Untitled Country Review (ISSN 2152-7903), published quarterly during 2010-2013, features poetry, book reviews, photography, and short works of non-fiction. Thank you for visiting.


Issue 4 - Contributors

Contributors to Issue 4, in the order in which they appear:
 

Scot Siegel contributed the front cover photograph and digital art.

Don Colburn contributed the original photographs used for digital art in the table of contents, welcome page, and back cover. Colburn's photographs are used with permission of MacDowell Colony.

Margaret Walther is a retired librarian and a past president of Columbine Poets, which promotes poetry in Colorado.  She won the Many Mountains Moving 2009 Poetry Contest.  Web del Sol selected two poems published at In Posse Review in 2010 for its e-SCENE Best of the Literary Journals.
David Chorlton was born in Austria, grew up in England, and spent several years in Vienna before moving to Phoenix in1978. He has several collections, but takes special pleasure in a very short poem that appears beside John Clare and others in BIRDS, an anthology from the British Museum.
Vivian Faith Prescott was born and raised in Wrangell, Alaska. She lives in Sitka and at the USCG Air Station-Borinquen in Puerto Rico. Vivian facilitates three different writers' groups for adults, teenagers and youth at the air station. Her digital poetry chapbook Slick is available online at White Knuckle Press.
Alarie Tennille is a Pushcart Prize nominee.   She serves on the Board of Directors of The Writers Place in Kansas City, Missouri.  Her chapbook, Spiraling into Control, is available on Amazon.com. Alarie’s poems have appeared in numerous journals, including Margie, Poetry East, ByLine Magazine, and The Little Balkans Review.
William Stratton currently lives and writes in Newmarket, NH, where he is pursuing an MFA at UNH. His poetry has appeared in The Cortland Review and is forthcoming in Pif Magazine and 2River.
Bette Lynch Husted's works include At This Distance: Poems (Wordcraft of Oregon 2010), After Fire (Pudding House 2002) and Above the Clearwater: Living on Stolen Land (OSU Press 2004). Above the Clearwater was a finalist for the Oregon Book Award and the WILLA Award in Creative Nonfiction. She lives in rural Oregon.
Lyn Lifshin has over 120 books and has edited 4 anthologies. Her recent books include: THE LICORICE DAUGHTER: MY YEAR WITH RUFFIAN, Texas Review Press, and ANOTHER WOMAN WHO LOOKS LIKE ME from Black Sparrow at Godine. Her web site is www.lynlifshin.com.
Caroline Misner is a graduate of Sheridan College of Applied Arts & Technology with a diploma in Media Arts Writing.  Her poems have appeared in Ideals magazine as well as Penwomanship, Quills, Leaf Press, Poetry Canada, The Litchfield Review, Perigee, Fresh Boiled Peanuts, SLAB, Other Voices, Prairie Journal  and The Aroostook Review. Her literary short stories appear in Rosebud, Prairie Journal, Challenging Destiny and The Windsor Review.
David Filer lives in Portland, Oregon with his wife Marlene Anderson, who created and directs The Imani Project, an AIDS prevention and orphan support program in eastern Kenya. He has recent work in Third Wednesday, Slant and Red River Review, and has authored two chapbooks: Night Verse (Finishing Line Press 2005) and The Landscape There (Stone City Press 2009). 

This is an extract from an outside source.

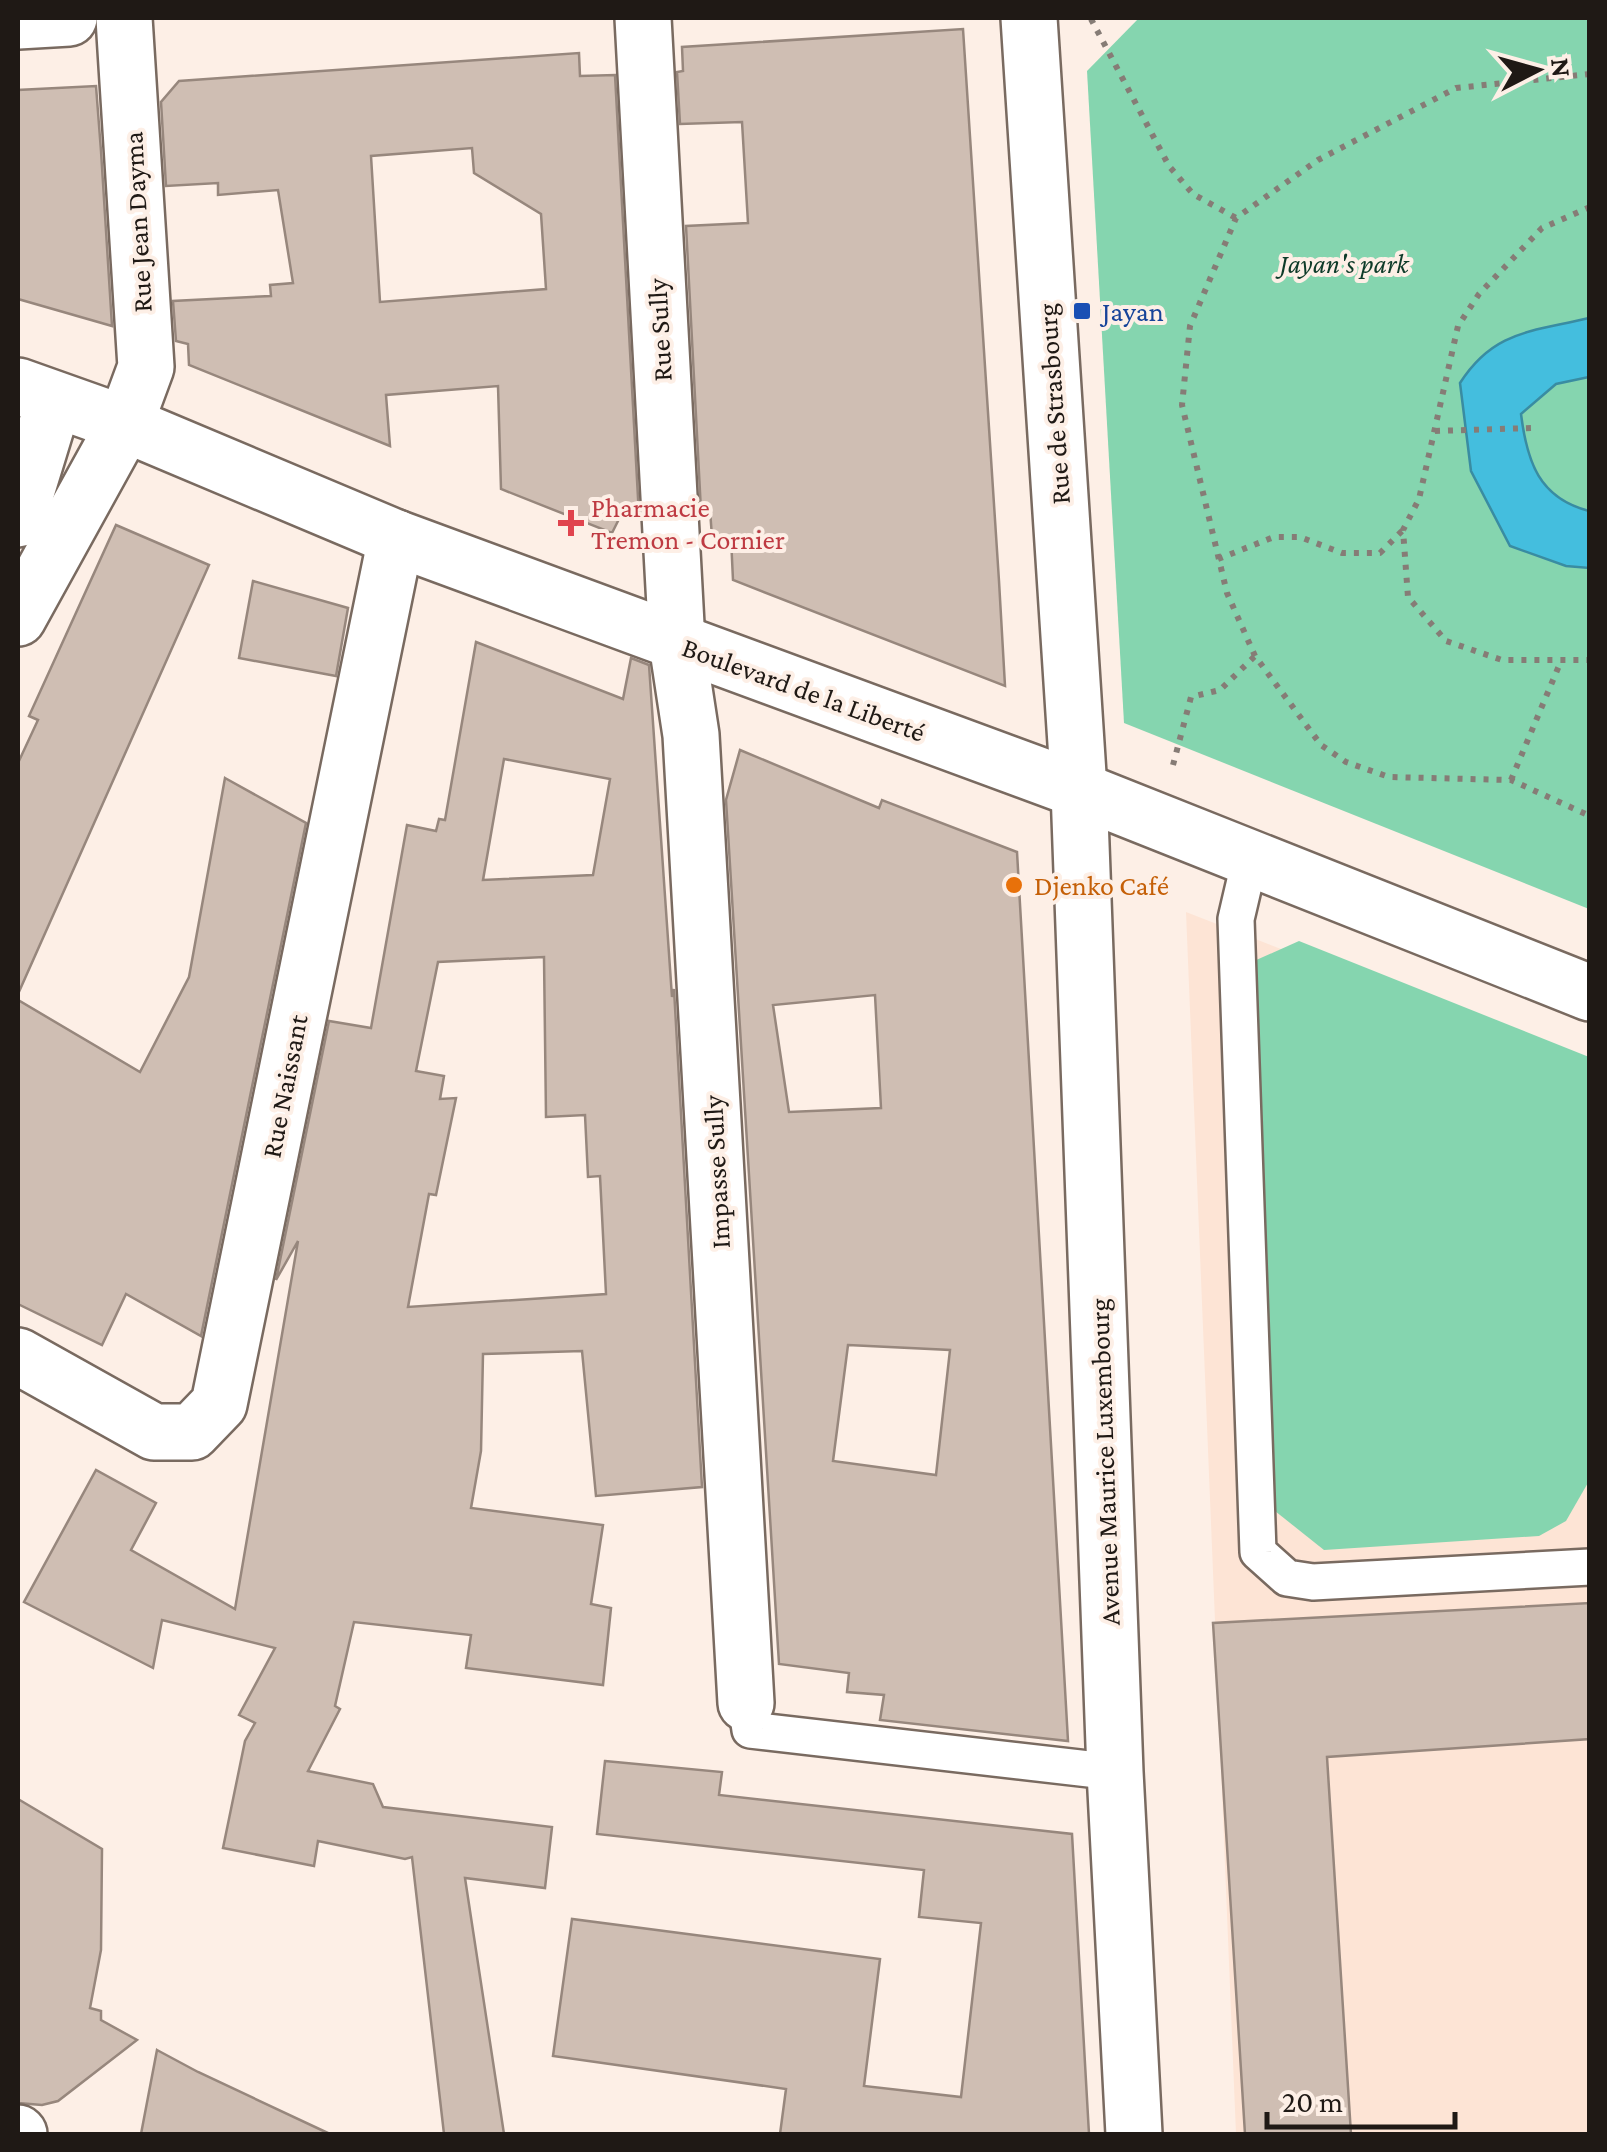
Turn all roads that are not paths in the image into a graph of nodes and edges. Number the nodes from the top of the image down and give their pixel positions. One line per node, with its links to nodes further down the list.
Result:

Gary Beck’s original plays and translations of Moliere, Aristophanes and Sophocles have been produced Off Broadway and toured colleges and outdoor performance venues. He currently lives in New York City, where he's busy writing fiction and poetry, which have appeared in numerous literary magazines.
Lena Judith Drake is the editor-in-chief of Breadcrumb Scabs Magazine (www.breadcrumbscabs.com). For personal information, or her own poetry, visit her at lenajudith.sedentarygecko.com. 
Ann Tweedy has published in numerous journals, including Gertrude, Rattle, and Clackamas Literary Review. Her chapbook Beleaguered Oases, TcCreative Press, Los Angeles, was selected as a finalist for two chapbook awards: Blue Light Press' annual chapbook competition and Seven Kitchens Press' Robin Becker Chapbook Prize. Ann was born in Boston, grew up in Southeastern Massachusetts, and recently moved from Washington State to teach law in Michigan, where she resides with her family.
Susan Smith Nash examines poetics and the convergences of text, media, and culture in recent articles published in Press1, Golden Handcuffs Review, and World Literature Today. She functions as managing editor for Texture Press, and maintains an edublog, www.elearningqueen.com. Susan lives in Norman, Oklahoma.